Stored records

----------------

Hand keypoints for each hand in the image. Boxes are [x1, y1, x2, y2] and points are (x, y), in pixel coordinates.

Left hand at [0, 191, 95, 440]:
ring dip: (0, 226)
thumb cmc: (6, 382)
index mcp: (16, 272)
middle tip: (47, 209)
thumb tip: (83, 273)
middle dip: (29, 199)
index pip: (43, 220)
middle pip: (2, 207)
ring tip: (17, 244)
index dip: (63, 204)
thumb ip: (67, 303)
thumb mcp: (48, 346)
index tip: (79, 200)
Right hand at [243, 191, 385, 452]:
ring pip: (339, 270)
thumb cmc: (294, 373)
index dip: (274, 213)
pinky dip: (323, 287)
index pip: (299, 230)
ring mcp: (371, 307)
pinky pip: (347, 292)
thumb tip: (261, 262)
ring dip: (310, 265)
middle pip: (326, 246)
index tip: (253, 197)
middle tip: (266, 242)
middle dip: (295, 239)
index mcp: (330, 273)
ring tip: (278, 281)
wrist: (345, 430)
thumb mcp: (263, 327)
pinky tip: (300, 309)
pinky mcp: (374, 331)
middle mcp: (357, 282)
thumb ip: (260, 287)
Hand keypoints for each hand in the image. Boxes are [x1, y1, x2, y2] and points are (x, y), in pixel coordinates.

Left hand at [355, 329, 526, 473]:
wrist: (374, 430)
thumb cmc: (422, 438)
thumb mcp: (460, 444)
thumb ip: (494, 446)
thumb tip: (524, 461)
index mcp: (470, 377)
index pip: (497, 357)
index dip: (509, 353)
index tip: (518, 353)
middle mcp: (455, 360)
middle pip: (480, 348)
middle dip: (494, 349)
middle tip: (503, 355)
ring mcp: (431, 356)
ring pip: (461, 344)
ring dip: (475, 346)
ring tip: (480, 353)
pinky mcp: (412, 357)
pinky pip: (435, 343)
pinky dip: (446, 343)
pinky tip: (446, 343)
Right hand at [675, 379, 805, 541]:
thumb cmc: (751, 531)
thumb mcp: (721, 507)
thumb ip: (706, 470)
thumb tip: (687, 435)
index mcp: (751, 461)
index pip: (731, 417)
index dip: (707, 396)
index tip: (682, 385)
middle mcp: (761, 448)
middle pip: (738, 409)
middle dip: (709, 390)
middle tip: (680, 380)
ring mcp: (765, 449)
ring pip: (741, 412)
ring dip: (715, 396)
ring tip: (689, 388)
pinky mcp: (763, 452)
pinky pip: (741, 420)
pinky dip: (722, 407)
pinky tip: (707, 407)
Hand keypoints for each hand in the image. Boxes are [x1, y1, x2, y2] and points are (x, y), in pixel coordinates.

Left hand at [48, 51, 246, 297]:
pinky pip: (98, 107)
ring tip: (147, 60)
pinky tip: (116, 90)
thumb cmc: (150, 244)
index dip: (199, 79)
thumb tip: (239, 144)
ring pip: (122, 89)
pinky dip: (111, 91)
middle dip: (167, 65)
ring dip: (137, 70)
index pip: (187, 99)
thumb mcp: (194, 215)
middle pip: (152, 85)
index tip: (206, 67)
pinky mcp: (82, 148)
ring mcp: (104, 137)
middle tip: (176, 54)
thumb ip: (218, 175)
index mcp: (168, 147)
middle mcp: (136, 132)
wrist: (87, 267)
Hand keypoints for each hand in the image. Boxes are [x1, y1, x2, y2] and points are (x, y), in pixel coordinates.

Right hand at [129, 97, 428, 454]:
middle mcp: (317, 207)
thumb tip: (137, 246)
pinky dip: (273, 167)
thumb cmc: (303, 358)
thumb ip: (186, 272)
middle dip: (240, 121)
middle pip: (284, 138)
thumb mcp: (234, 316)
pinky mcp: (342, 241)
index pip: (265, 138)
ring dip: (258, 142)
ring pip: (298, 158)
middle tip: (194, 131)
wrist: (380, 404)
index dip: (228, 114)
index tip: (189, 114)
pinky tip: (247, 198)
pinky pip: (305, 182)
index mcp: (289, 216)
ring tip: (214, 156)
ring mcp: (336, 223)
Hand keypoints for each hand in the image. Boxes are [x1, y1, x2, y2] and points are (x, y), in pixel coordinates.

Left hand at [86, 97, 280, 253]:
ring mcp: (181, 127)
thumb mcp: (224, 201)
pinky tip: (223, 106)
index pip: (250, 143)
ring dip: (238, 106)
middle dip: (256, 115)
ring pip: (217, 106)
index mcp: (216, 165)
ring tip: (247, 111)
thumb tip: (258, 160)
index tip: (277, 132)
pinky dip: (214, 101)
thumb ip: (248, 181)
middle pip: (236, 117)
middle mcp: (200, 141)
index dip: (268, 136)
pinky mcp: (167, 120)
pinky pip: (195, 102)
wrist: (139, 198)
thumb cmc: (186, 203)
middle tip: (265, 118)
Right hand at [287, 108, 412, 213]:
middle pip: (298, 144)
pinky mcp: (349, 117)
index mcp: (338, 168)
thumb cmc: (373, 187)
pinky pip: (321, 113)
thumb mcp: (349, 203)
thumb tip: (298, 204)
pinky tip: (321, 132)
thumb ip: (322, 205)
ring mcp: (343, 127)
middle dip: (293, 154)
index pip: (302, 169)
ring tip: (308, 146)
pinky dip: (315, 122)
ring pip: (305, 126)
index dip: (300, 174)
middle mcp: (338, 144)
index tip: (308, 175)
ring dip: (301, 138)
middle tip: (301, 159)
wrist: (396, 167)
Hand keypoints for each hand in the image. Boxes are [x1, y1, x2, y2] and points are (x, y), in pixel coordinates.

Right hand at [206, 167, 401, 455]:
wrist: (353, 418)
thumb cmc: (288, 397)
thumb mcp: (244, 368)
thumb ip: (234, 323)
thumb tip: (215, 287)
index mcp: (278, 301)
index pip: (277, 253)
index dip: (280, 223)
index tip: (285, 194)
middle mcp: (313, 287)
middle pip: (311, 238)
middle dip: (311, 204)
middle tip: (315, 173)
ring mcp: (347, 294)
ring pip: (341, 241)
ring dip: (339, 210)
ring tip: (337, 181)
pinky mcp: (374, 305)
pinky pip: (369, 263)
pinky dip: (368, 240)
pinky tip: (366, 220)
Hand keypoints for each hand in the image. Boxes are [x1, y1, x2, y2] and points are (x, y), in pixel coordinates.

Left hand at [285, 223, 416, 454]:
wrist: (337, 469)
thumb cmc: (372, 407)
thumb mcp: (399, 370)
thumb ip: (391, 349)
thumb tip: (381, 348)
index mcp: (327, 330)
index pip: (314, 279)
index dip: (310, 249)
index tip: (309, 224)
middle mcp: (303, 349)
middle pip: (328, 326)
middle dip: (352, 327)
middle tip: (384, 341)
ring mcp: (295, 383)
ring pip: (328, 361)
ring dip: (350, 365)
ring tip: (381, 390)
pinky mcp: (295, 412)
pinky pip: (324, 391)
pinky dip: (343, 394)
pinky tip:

----------------

> _Assigned task_:
Every line of the entries that includes "Right" must be copied into the answer.

> _Solution for this problem_:
Right hand at [243, 191, 385, 452]:
Right hand at [675, 379, 805, 541]:
Right hand at [129, 97, 428, 454]:
Right hand at [287, 108, 412, 213]:
Right hand at [206, 167, 401, 455]:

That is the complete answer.